Four years ago, Tesla pulled ahead as the new standard-bearer, with electric cars that could go up to 426km on a charge.
The company said in Paris that its new Model S P100D was rated at 507km. However, its US$135,000 price puts the car well out of the reach of mainstream buyers.
Extending an electric car’s range has been GM’s goal since the demise of its ill-fated EV1, which it produced from 1996 to 1999. The EV1 had a range of barely 160km.
However, GM claims to have solved the problem. As evidence, the company announced in Paris that its engineers had driven the Ampera-e 417km from London to the Paris show via the Channel Tunnel.
“When we arrived, we still had a further 80km of range left,”the project’s executive chief engineer Pam Fletcher said. “That is substantially more than we just announced for this car two weeks ago.”
Another Paris debutant was a next-generation Renault Zoe EV, with a projected range of 400km.

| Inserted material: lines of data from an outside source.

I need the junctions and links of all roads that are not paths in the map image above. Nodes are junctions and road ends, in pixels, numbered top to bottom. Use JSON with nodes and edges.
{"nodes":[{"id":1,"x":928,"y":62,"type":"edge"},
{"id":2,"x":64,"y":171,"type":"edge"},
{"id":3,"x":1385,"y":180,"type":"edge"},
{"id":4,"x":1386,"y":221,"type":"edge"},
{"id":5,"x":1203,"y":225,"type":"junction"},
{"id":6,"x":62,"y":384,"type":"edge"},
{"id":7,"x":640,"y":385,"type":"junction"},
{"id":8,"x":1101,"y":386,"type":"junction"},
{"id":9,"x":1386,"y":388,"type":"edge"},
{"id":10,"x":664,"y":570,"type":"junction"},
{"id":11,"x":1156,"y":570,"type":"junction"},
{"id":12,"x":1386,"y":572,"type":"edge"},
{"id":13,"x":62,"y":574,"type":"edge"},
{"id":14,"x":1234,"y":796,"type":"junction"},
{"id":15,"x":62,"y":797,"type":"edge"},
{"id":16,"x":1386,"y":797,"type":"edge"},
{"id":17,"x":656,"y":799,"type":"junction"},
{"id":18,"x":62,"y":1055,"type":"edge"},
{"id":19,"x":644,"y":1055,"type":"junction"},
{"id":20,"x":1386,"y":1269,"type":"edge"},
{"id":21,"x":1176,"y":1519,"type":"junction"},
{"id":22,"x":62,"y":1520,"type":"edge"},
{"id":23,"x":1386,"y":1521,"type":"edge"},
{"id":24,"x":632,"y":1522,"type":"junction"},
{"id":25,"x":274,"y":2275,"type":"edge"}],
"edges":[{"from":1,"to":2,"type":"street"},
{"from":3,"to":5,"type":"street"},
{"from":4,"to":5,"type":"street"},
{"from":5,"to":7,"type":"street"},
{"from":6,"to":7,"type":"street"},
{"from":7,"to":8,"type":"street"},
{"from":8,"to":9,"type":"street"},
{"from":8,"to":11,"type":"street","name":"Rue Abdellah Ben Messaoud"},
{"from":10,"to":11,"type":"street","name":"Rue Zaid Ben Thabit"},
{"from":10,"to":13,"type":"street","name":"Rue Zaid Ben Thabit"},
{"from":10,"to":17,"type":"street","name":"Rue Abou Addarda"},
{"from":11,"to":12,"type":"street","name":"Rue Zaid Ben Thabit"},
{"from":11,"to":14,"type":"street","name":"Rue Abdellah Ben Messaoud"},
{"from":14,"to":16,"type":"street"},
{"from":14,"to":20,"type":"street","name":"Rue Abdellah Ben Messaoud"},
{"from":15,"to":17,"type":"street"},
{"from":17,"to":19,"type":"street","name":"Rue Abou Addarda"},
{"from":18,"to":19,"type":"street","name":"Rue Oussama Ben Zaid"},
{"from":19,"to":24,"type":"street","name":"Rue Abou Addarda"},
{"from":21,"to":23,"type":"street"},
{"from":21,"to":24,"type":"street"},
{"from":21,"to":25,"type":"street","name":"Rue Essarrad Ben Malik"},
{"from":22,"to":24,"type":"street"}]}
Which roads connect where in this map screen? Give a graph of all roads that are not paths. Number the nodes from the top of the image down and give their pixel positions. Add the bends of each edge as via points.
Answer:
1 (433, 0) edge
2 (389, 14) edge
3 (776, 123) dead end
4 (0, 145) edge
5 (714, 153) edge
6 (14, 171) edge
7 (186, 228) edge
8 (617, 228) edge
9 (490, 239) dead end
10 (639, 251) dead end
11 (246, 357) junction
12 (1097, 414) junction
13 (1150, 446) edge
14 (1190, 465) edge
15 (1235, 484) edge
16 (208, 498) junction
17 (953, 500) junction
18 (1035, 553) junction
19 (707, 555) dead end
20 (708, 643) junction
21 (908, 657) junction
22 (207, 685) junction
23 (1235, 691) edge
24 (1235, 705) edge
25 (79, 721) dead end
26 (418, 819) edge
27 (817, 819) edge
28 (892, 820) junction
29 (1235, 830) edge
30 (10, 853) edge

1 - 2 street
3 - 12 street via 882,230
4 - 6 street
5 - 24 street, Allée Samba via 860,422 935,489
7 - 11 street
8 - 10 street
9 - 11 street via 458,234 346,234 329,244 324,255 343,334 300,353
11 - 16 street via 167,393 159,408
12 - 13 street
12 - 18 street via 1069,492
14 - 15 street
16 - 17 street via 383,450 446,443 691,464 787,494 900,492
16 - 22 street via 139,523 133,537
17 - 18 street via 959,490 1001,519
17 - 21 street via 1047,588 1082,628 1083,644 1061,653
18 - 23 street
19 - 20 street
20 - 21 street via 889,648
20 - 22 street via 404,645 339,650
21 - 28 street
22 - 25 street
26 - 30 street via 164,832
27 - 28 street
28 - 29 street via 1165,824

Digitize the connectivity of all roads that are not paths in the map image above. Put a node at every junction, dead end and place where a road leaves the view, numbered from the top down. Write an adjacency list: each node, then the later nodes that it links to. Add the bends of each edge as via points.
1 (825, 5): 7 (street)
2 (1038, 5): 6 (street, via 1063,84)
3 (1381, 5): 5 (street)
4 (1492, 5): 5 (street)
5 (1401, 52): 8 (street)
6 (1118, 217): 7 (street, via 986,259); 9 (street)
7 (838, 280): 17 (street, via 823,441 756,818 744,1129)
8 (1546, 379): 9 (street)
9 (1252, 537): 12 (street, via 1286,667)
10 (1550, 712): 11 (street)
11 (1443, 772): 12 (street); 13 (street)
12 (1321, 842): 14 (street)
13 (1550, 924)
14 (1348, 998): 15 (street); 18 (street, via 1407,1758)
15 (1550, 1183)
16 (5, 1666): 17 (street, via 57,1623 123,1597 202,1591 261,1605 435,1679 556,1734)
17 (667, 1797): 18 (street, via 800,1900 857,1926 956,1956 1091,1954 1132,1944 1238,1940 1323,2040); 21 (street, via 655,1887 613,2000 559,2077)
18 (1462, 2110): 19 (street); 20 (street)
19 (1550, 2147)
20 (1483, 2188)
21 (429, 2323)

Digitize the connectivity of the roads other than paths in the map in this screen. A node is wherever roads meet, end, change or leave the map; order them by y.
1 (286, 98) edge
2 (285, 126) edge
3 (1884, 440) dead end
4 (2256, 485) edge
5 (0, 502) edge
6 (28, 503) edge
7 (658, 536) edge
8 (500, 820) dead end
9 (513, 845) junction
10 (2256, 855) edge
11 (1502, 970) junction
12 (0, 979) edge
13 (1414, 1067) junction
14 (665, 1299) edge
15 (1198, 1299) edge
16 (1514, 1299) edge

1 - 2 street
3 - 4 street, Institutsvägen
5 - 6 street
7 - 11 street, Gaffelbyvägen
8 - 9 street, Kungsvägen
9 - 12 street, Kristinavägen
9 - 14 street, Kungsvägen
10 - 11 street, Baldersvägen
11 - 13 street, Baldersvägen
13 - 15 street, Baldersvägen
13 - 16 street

However, the Zoe, the first generation of which made its debut in 2012, has been offered for about US$27,000 without a battery. Buyers then lease a battery pack from the manufacturer for about US$100 a month.
The sexiest concept model at the show is probably the Renault Trezor autonomous-driving electric car.
The aircraft-like flight of design fancy is likely never to see production — especially its cornea-scorching red Plexiglas cockpit. Renault said future production models based on the Trezor would appear only “beyond 2020.”